UNA FLOR ROBADA
Por: Ricardo Gil Otaiza
El domingo era espléndido. El cielo estaba de un azul intenso y limpio: sin vestigios de nubes que enturbiaran en algo tan hermosa imagen. Como de costumbre, me dirigí hasta una conocida venta de flores y estacioné mi vehículo frente a un pequeño parque adyacente a la misma. A la espera de que un familiar realizara la compra, volteé la mirada hacia la placita aledaña, y en el escenario no había ningún elemento perturbador que rompiera el eterno ciclo de los pájaros tomando de las numerosas flores el néctar, y llevando en sus patas los granos de polen que terminan en el misterioso proceso de la fecundación.
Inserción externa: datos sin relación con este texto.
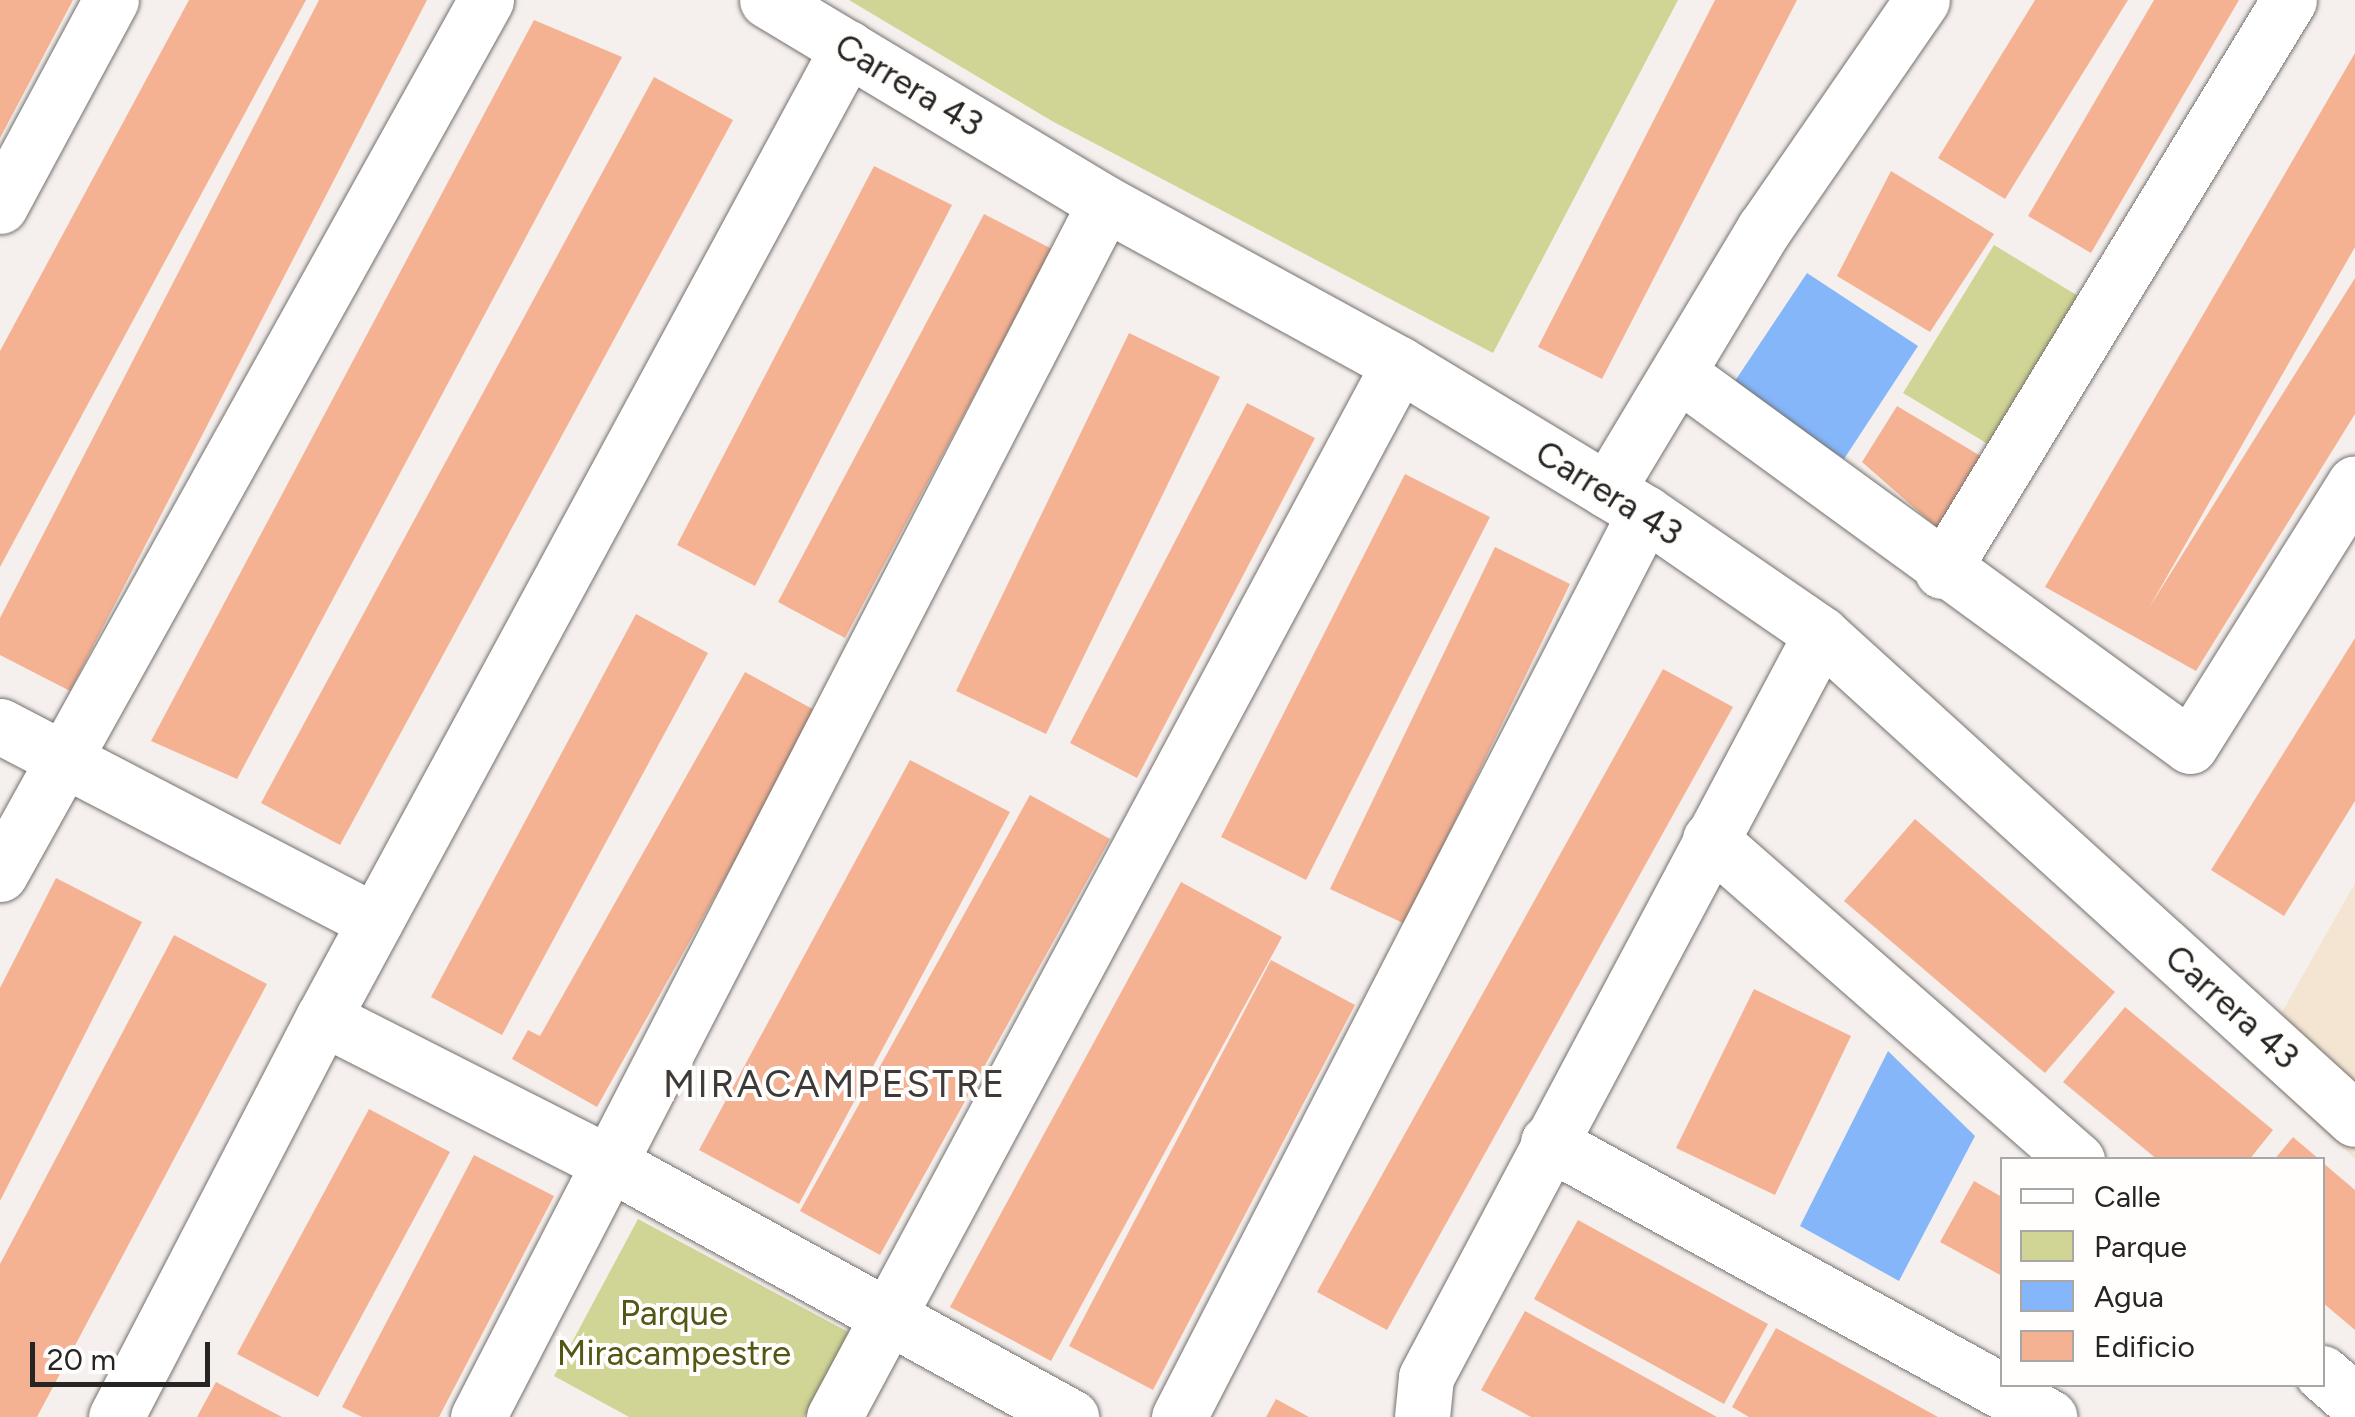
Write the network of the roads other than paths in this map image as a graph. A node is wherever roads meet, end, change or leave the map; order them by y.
1 (111, 0) edge
2 (486, 0) edge
3 (766, 0) edge
4 (1878, 0) edge
5 (1922, 0) edge
6 (2289, 0) edge
7 (848, 48) junction
8 (1105, 204) junction
9 (0, 206) edge
10 (1764, 229) junction
11 (1399, 364) junction
12 (1678, 373) junction
13 (2355, 482) edge
14 (1626, 501) junction
15 (1942, 572) junction
16 (1821, 634) junction
17 (0, 726) edge
18 (58, 760) junction
19 (1710, 839) junction
20 (0, 874) edge
21 (374, 921) junction
22 (322, 1018) junction
23 (2355, 1119) edge
24 (1548, 1142) junction
25 (2074, 1157) edge
26 (613, 1165) junction
27 (888, 1316) junction
28 (2325, 1376) edge
29 (2355, 1402) edge
30 (116, 1417) edge
31 (478, 1417) edge
32 (834, 1417) edge
33 (1071, 1417) edge
34 (1179, 1417) edge
35 (1422, 1417) edge
36 (2049, 1417) edge

1 - 9 street
2 - 18 street
3 - 7 street, Carrera 43
4 - 10 street
5 - 10 street
6 - 15 street
7 - 8 street, Carrera 43
7 - 21 street
8 - 11 street, Carrera 43
8 - 26 street
10 - 12 street
11 - 14 street, Carrera 43
11 - 27 street
12 - 14 street
12 - 15 street
13 - 15 street
14 - 16 street, Carrera 43
14 - 34 street
16 - 19 street
16 - 23 street, Carrera 43
17 - 18 street
18 - 20 street
18 - 21 street
19 - 24 street
19 - 25 street
21 - 22 street
22 - 26 street
22 - 30 street
24 - 35 street
24 - 36 street
26 - 27 street
26 - 31 street
27 - 32 street
27 - 33 street
28 - 29 street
A los pocos minutos hizo su entrada, al escenario natural, un hombre de pueblo, curtido por los tantos soles y fríos glaciales, de aproximadamente setenta u ochenta años, de cabello muy blanco y cortado a ras, con manos grandes y fuertes, vestido con ropas de aspecto campesino. Lo cierto es que sin mediar en él ningún tipo de recato ni de pudor, y sin importarle los numerosos transeúntes y carros que pasaban a su lado, se dio de inmediato a la tarea de cercenar con sus expertas y arrugadas manos, un puñado de hermosas flores rojas (tal vez lirios, ya no recuerdo) que fue introduciendo de manera, por demás impune, dentro de un costal amarillo y roto por el desmedido uso y por los años. Se paseó con lentitud —pero con certeza— entre las jardineras y ejecutó —frente a mis ojos llenos de asombro— su tarea con cara de satisfacción por el deber cumplido y con un gozo interno imposible de explicar. Intenté recriminarle con furia su brutal acción; pero la voz siempre prudente de mi esposa me lo impidió, con el alegato de tratarse de un hombre mayor —y respetable—, a quien el tiempo y la experiencia hicieron inmune a las razones ajenas. Cuando mi respiración apenas comenzaba a sosegarse por la baja de los niveles hormonales en sangre, el mismo hombre de pueblo tomó asiento en una de las jardineras, y con las mismas manos que habían hurtado el puñado de flores, comenzó a desenrollar un objeto contundente que llevaba dentro del costal. A los pocos segundos brilló a la luz del sol una piqueta desgastada con la cual comenzó a escarbar en la tierra para extraer una planta con sus raíces, la metió dentro del costal, enrolló la herramienta con los mismos trapos... y asunto concluido. El hombre desapareció del escenario, y yo me fui del sitio con las ganas de haberle dicho unas cuantas cosas.
***
Esa misma mañana fui como de costumbre hasta el cementerio para llevar unas flores. A nuestro lado pasó imperturbable el hombre de pueblo con su costal al hombro lleno de flores, y con rumbo hacia alguna tumba lejana. Pasó sin mirarme, sudoroso y con ansias de llegar a su destino. Un nudo en la garganta me impidió articular palabra alguna, pero sentí en mi rostro el golpe del rubor y de la vergüenza ajena.
Tomado del libro El otro lado de la pared (Vicerrectorado Administrativo y Secretaría de la Universidad de Los Andes, 1998).